■ Supplied data:
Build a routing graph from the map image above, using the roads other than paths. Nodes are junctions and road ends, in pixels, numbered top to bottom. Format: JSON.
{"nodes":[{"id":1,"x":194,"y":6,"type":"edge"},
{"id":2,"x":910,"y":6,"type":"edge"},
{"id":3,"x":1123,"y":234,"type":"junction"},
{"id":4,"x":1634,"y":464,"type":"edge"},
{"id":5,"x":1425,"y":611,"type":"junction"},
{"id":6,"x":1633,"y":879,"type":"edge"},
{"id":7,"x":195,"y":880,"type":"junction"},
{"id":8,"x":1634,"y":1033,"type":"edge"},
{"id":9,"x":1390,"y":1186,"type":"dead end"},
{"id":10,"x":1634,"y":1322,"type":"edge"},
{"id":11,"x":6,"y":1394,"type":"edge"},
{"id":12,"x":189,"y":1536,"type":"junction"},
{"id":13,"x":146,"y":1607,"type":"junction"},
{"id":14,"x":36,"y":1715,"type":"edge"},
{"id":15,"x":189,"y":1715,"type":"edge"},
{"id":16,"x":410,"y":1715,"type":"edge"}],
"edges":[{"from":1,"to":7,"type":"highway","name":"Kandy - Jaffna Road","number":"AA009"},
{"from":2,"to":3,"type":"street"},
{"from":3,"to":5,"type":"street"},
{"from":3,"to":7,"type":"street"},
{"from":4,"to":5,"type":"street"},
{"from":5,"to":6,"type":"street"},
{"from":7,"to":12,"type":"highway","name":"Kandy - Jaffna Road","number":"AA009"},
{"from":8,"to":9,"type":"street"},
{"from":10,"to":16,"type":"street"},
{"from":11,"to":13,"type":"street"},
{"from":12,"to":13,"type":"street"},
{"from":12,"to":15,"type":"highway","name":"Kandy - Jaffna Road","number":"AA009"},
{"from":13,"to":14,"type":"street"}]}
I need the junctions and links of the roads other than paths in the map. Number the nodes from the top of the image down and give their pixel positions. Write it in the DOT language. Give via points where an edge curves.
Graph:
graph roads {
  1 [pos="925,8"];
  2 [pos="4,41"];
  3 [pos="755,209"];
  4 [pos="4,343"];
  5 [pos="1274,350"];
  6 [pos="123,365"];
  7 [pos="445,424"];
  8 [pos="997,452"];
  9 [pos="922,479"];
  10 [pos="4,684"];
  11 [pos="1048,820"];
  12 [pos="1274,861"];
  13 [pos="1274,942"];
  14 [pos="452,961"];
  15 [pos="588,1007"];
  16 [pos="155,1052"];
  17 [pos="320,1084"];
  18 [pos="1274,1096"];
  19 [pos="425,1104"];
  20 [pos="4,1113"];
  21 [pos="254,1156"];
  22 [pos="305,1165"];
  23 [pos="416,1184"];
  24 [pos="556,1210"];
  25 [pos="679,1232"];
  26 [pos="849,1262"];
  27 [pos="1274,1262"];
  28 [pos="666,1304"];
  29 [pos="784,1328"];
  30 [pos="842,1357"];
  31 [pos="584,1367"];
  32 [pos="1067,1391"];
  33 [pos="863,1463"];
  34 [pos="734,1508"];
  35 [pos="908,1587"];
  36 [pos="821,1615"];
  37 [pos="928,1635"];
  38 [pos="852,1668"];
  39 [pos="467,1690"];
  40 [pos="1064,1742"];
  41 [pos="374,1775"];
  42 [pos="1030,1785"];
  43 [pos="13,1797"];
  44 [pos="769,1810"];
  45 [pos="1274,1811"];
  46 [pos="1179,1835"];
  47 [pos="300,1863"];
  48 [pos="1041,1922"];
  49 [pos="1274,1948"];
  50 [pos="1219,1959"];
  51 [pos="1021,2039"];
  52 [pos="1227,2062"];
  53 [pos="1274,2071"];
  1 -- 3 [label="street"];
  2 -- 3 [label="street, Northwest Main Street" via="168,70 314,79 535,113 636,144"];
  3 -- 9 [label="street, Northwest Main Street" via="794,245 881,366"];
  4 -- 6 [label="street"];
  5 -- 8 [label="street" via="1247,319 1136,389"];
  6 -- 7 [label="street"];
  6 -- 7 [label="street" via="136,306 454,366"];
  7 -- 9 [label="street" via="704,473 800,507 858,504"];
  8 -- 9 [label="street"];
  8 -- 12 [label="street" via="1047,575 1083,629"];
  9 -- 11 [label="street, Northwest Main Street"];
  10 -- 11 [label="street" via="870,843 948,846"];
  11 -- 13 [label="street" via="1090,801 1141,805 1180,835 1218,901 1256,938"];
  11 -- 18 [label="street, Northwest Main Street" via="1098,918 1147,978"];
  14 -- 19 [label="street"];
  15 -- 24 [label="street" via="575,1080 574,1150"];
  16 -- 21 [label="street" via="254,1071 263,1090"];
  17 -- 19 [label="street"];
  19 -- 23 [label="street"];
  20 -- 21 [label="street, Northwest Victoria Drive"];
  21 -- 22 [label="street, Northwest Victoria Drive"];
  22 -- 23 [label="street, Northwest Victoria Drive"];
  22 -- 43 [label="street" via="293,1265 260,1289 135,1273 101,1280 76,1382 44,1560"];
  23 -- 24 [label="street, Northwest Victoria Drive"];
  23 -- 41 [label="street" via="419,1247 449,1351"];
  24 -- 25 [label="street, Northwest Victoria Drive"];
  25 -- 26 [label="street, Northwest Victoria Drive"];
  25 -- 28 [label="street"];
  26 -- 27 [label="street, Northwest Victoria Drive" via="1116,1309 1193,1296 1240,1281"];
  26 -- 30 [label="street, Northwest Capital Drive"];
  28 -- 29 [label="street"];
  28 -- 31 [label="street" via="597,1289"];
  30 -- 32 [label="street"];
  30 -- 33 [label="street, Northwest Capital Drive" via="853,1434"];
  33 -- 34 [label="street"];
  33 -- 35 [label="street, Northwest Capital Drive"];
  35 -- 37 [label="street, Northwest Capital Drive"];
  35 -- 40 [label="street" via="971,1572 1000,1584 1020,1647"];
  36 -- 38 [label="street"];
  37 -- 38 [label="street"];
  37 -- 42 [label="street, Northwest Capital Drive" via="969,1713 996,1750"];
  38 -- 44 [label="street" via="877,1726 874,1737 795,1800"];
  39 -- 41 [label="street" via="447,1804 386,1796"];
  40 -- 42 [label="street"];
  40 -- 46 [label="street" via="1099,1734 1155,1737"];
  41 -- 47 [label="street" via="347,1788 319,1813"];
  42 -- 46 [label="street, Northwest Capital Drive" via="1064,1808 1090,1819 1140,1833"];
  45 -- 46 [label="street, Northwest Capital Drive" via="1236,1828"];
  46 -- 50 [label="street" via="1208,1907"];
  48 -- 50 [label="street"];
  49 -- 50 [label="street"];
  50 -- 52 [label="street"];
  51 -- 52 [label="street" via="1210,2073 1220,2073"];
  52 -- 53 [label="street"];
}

■ Problem requirements: Out of the entries, pull every line that mentions "Capital".

■ Problem solution:
  26 -- 30 [label="street, Northwest Capital Drive"];
  30 -- 33 [label="street, Northwest Capital Drive" via="853,1434"];
  33 -- 35 [label="street, Northwest Capital Drive"];
  35 -- 37 [label="street, Northwest Capital Drive"];
  37 -- 42 [label="street, Northwest Capital Drive" via="969,1713 996,1750"];
  42 -- 46 [label="street, Northwest Capital Drive" via="1064,1808 1090,1819 1140,1833"];
  45 -- 46 [label="street, Northwest Capital Drive" via="1236,1828"];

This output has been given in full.